The critics said such action by medical professionals was tantamount to violating patients' right to life.

"I don't agree with such a stance, because this profession has a duty to look after the lives of others, so denying treatment to patients shows disrespect for the physicians' own ethics," said leading human-rights lawyer Pairote Polpeth, who is also chairman of the NGO Coordinating Committee, Thailand's biggest umbrella body for non-governmental organisations.

"Doctors must treat patients even if they are enemy combatants in war."

Pairote said the doctors could express their political views, condemn the actions of police by making public statements or join People's Alliance for Democracy rallies, but at the end of the day, they had to treat their patients - be they police or destitute people - because their job was to save lives.

He was also reacting to a defence of the doctor's threat by a top member of the Medical Council of Thailand who said the doctors were merely exercising their right to stage civil disobedience, that they could be impolite to the police, but doctors would not abandon those in need of emergency treatment.

"There can be no civil disobedience when it comes to life and death," Pairote said.

Human-rights defender Pokpong Lawansiri led a signature hunt of educational institutes yesterday that found more than 80 people to support a statement denouncing the doctors for saying they would refuse to treat police.

"This is a serious violation of human rights," Pokpong told The Nation yesterday. "It's clearly an act of discrimination and is against medical ethics."

He urged medical professionals to separate their political opinion from their professional duties and warned that their rationale was a slippery slope.

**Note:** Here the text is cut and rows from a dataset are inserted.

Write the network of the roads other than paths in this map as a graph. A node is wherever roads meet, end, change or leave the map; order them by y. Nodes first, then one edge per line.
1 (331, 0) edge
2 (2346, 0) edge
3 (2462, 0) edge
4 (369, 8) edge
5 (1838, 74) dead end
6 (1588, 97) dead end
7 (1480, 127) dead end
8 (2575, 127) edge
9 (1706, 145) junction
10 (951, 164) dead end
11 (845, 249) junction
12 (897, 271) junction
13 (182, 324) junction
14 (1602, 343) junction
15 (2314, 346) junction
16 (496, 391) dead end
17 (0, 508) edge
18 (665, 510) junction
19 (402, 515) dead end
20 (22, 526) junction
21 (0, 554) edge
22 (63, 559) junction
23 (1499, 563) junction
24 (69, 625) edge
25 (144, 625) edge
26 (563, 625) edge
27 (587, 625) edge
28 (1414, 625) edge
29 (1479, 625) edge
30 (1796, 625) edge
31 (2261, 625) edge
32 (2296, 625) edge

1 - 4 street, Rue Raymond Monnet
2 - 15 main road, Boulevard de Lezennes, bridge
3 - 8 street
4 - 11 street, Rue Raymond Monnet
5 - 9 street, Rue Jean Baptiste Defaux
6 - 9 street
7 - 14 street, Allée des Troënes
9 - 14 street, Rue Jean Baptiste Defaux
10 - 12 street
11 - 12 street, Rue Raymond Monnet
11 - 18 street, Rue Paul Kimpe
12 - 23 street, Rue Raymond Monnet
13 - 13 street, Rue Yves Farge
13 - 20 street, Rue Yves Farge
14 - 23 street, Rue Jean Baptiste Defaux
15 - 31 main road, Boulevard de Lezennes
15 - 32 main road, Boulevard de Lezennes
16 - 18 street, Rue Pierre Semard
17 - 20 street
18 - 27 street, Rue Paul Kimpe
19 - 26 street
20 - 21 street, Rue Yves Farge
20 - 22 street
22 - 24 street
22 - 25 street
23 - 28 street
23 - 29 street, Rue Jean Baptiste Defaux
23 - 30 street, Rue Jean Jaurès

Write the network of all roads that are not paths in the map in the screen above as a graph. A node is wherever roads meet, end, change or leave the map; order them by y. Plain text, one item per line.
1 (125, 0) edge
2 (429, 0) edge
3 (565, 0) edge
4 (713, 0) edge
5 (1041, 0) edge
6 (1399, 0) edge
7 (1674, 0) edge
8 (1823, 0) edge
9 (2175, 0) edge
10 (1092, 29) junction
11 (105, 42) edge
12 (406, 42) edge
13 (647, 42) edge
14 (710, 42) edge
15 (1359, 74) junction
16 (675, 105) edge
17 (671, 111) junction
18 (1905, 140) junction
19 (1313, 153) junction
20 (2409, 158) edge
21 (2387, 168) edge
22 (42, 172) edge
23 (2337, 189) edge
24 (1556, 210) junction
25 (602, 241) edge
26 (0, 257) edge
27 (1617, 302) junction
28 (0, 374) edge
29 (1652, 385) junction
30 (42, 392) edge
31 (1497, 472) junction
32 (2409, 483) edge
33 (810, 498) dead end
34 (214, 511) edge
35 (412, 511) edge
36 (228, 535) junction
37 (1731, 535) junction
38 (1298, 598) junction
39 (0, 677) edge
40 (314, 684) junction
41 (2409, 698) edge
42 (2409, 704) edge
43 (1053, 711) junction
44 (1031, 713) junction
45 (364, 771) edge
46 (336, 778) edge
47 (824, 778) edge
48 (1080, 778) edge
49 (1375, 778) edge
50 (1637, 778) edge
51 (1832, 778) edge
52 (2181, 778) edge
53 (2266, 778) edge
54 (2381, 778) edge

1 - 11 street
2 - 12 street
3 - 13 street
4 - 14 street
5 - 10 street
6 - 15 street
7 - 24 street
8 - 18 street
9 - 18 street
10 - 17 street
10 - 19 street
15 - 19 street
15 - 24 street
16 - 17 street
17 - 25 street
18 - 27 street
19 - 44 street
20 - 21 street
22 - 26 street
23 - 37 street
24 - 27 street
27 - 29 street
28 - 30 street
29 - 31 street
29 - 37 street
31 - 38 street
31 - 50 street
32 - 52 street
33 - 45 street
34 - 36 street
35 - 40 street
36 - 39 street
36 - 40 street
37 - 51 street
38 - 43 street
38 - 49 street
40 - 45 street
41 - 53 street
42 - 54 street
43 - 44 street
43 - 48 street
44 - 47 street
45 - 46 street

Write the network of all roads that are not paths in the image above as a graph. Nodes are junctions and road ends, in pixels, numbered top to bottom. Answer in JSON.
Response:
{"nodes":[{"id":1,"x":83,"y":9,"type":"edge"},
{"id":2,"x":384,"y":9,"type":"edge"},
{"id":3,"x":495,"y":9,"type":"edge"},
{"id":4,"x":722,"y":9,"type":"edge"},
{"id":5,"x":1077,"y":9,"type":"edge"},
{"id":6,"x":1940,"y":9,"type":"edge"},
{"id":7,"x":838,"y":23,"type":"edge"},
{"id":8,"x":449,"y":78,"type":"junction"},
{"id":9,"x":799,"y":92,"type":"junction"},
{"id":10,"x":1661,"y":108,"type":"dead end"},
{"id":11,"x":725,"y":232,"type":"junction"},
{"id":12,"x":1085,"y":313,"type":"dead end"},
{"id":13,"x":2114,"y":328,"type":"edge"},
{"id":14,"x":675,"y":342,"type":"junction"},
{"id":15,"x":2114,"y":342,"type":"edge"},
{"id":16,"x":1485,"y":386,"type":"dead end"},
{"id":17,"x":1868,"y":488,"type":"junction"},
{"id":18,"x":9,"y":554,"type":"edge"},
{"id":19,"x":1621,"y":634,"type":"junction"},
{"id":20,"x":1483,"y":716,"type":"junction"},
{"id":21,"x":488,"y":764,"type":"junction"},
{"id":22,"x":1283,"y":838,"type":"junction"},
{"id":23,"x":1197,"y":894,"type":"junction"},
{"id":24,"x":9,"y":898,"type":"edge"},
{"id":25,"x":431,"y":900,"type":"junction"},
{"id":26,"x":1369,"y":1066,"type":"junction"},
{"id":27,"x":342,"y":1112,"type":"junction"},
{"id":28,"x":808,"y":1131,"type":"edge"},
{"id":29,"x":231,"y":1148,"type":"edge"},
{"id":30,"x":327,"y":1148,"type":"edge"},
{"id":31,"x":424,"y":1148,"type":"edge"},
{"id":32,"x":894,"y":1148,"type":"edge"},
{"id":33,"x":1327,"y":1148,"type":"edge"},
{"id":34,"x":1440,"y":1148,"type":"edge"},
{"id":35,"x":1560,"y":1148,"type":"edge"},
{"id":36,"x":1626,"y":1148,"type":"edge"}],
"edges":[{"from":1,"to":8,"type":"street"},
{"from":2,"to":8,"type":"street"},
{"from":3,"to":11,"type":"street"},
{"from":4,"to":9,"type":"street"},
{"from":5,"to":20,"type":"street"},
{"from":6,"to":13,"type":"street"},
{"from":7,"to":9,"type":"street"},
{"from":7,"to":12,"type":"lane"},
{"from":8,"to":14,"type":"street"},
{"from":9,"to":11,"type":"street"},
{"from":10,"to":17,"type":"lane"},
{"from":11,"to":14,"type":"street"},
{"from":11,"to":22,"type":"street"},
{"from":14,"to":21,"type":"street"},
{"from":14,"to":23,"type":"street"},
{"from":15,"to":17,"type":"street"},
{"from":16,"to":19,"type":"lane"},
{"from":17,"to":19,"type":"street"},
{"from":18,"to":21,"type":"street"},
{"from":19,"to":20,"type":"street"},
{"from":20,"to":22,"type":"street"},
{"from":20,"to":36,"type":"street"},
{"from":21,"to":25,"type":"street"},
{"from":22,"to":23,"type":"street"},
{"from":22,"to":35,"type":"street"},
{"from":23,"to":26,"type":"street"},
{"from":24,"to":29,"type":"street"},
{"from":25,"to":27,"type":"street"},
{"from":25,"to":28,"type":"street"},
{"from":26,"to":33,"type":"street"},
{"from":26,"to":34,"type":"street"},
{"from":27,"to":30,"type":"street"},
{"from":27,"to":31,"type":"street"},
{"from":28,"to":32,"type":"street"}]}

It could, for example, lead to a pro-government university professor giving a failing mark to a student who was the son of such a medical professional.

Pokpong said doctors could wear black to mourn or protest by issuing statements condemning both the police and the government but that they should hold sacred above all else their duty to save lives.

Part of the Physician's Oath, adopted by World Medical Association's general assembly in 1948, reads: "I will not permit considerations of religion, nationality, race, party politics or social standing to intervene between my duty and my patient."

One senior human-rights lawyer sympathetic to the doctors urged those criticising them to be gentle in their tone. He said the doctors meant well and wanted to protect democracy. They would be disheartened if they were condemned.